# INFORMATION PROVIDED
↓↓↓
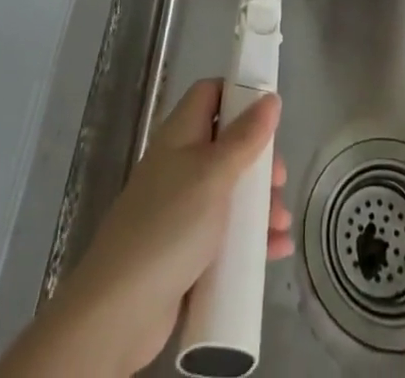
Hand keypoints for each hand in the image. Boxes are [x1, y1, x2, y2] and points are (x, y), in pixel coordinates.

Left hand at [0, 80, 291, 377]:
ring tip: (282, 222)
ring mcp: (182, 208)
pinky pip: (226, 233)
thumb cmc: (171, 224)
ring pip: (230, 192)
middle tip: (279, 180)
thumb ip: (245, 137)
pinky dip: (251, 238)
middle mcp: (180, 164)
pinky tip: (276, 249)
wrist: (121, 309)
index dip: (238, 95)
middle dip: (258, 159)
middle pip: (226, 145)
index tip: (269, 113)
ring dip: (260, 203)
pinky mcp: (187, 249)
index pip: (209, 95)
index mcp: (181, 134)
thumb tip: (270, 98)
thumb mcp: (214, 174)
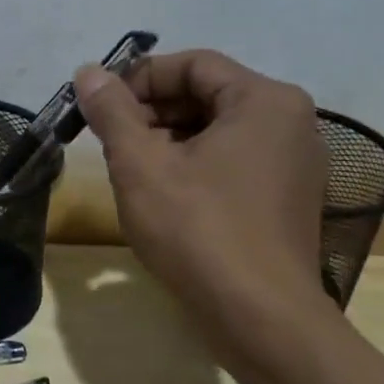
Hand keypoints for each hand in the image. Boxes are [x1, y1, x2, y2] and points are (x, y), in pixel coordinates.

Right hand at [73, 50, 331, 326]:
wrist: (261, 319)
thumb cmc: (199, 231)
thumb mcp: (141, 165)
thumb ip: (113, 112)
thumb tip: (88, 72)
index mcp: (265, 100)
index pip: (193, 64)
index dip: (140, 77)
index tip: (101, 104)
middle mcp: (291, 122)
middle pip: (208, 95)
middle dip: (153, 111)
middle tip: (110, 138)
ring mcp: (294, 164)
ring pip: (219, 131)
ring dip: (169, 139)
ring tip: (130, 168)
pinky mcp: (287, 199)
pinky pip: (234, 161)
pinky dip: (195, 165)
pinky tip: (163, 194)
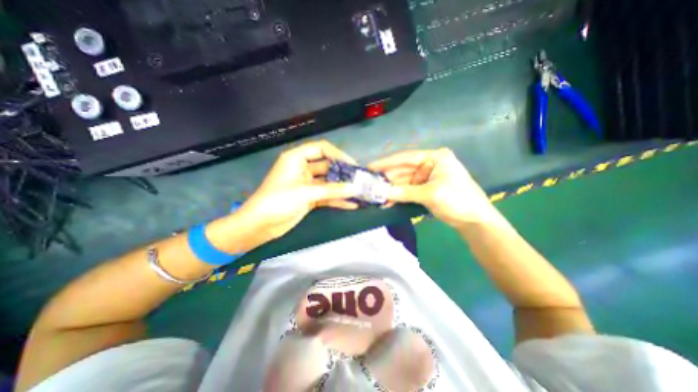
↑↑↑
# WORK ITEM
Leaving out the pictures, transcribe the material above exactly.

# RESULT OF THE EXERCISE
Hand keypoints for each hand in the image. Boxes are [x1, y1, x2, y2] and points are (x, y), in pixel coordinates.

Left hand at [0, 80, 291, 377]:
ring tip: (282, 222)
ring mcp: (182, 208)
pinky pip: (226, 233)
thumb cmc: (171, 224)
ring pip: (230, 192)
middle tip: (279, 180)
thumb ip: (245, 137)
pinky dip: (251, 238)
middle mcp: (180, 164)
pinky tip: (276, 249)
wrist: (121, 309)
index dip: (238, 95)
middle dip: (258, 159)
middle pip: (226, 145)
index tip: (269, 113)
ring dip: (260, 203)
pinky mcp: (187, 249)
index pip: (209, 95)
index mcp: (181, 134)
thumb tip: (270, 98)
thumb mcp: (214, 174)
Hand keypoints for each hand in the image. Boxes are [x1, y1, x2, y2] and points are (x, y), in pixel coordinates.

Right hand at [73, 50, 331, 326]:
wrist: (261, 319)
thumb cmc: (199, 231)
thumb mcp: (141, 165)
thumb ip: (113, 112)
thumb tip: (88, 72)
index mcp: (265, 100)
index pip: (193, 64)
index dip: (140, 77)
index tip: (101, 104)
middle mcp: (291, 122)
middle pip: (208, 95)
middle dip: (153, 111)
middle tip: (110, 138)
ring mcp: (294, 164)
ring pip: (219, 131)
ring dip: (169, 139)
ring tip: (130, 168)
pinky mcp: (287, 199)
pinky pip: (234, 161)
pinky dip: (195, 165)
pinky tip: (163, 194)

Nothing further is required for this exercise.